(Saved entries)

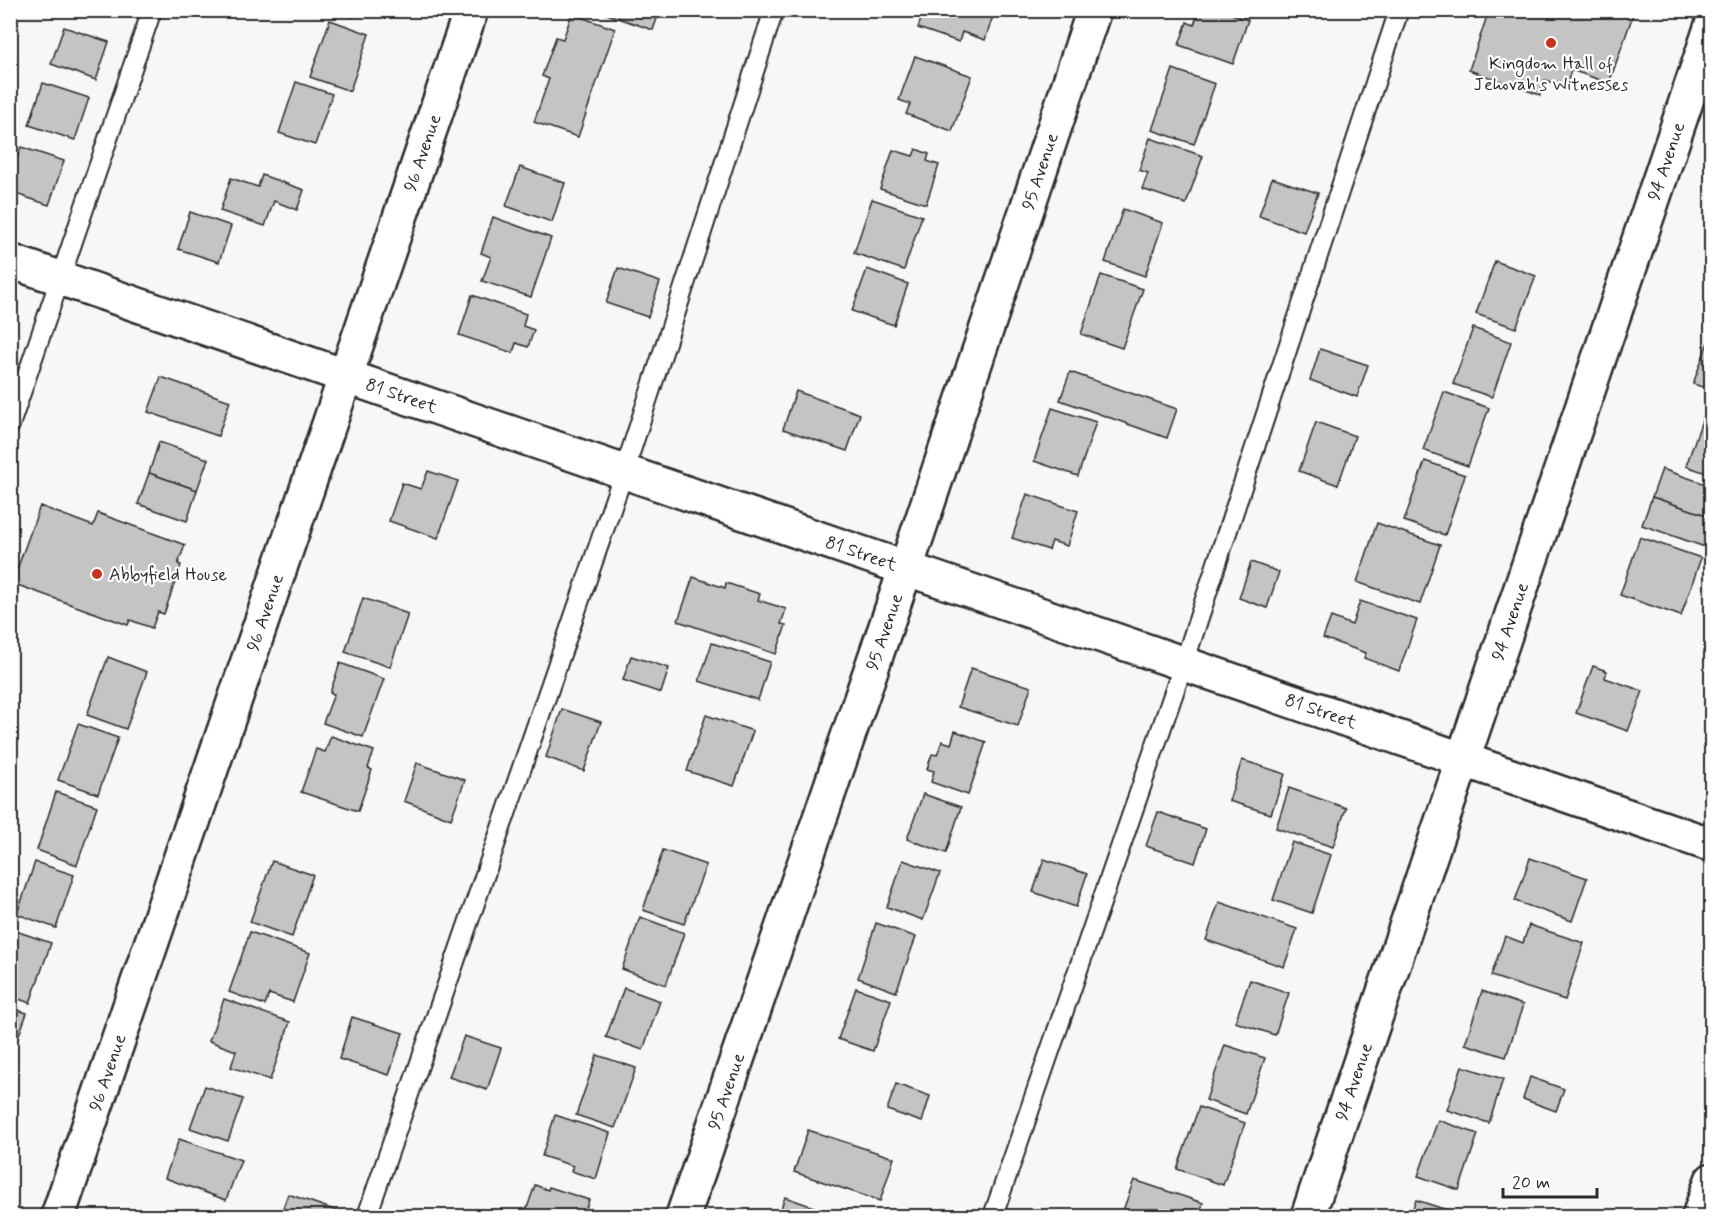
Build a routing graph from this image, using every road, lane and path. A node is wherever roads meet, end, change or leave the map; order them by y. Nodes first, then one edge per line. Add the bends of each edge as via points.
1 (152, 10) edge
2 (471, 10) edge
3 (774, 10) edge
4 (1094, 10) edge
5 (1399, 10) edge
6 (1712, 26) edge
7 (10, 261) edge
8 (61, 278) junction
9 (346, 376) junction
10 (10, 425) edge
11 (624, 472) junction
12 (906, 568) junction
13 (1184, 663) junction
14 (1464, 761) junction
15 (1712, 845) edge
16 (1712, 1180) edge
17 (58, 1216) edge
18 (367, 1216) edge
19 (683, 1216) edge
20 (993, 1216) edge
21 (1308, 1216) edge
22 (1699, 1216) edge

1 - 8 lane
2 - 9 street, 96 Avenue
3 - 11 lane
4 - 12 street, 95 Avenue
5 - 13 lane
6 - 14 street, 94 Avenue
7 - 8 street, 81 Street
8 - 9 street, 81 Street
8 - 10 lane
9 - 11 street, 81 Street
9 - 17 street, 96 Avenue
11 - 12 street, 81 Street
11 - 18 lane
12 - 13 street, 81 Street
12 - 19 street, 95 Avenue
13 - 14 street, 81 Street
13 - 20 lane
14 - 15 street, 81 Street
14 - 21 street, 94 Avenue
16 - 22 street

Task brief: Each record above should be duplicated word for word, with no pictures included.

Task output:
Build a routing graph from this image, using every road, lane and path. A node is wherever roads meet, end, change or leave the map; order them by y. Nodes first, then one edge per line. Add the bends of each edge as via points.
1 (152, 10) edge
2 (471, 10) edge
3 (774, 10) edge
4 (1094, 10) edge
5 (1399, 10) edge
6 (1712, 26) edge
7 (10, 261) edge
8 (61, 278) junction
9 (346, 376) junction
10 (10, 425) edge
11 (624, 472) junction
12 (906, 568) junction
13 (1184, 663) junction
14 (1464, 761) junction
15 (1712, 845) edge
16 (1712, 1180) edge
17 (58, 1216) edge
18 (367, 1216) edge
19 (683, 1216) edge
20 (993, 1216) edge
21 (1308, 1216) edge
22 (1699, 1216) edge

1 - 8 lane
2 - 9 street, 96 Avenue
3 - 11 lane
4 - 12 street, 95 Avenue
5 - 13 lane
6 - 14 street, 94 Avenue
7 - 8 street, 81 Street
8 - 9 street, 81 Street
8 - 10 lane
9 - 11 street, 81 Street
9 - 17 street, 96 Avenue
11 - 12 street, 81 Street
11 - 18 lane
12 - 13 street, 81 Street
12 - 19 street, 95 Avenue
13 - 14 street, 81 Street
13 - 20 lane
14 - 15 street, 81 Street
14 - 21 street, 94 Avenue
16 - 22 street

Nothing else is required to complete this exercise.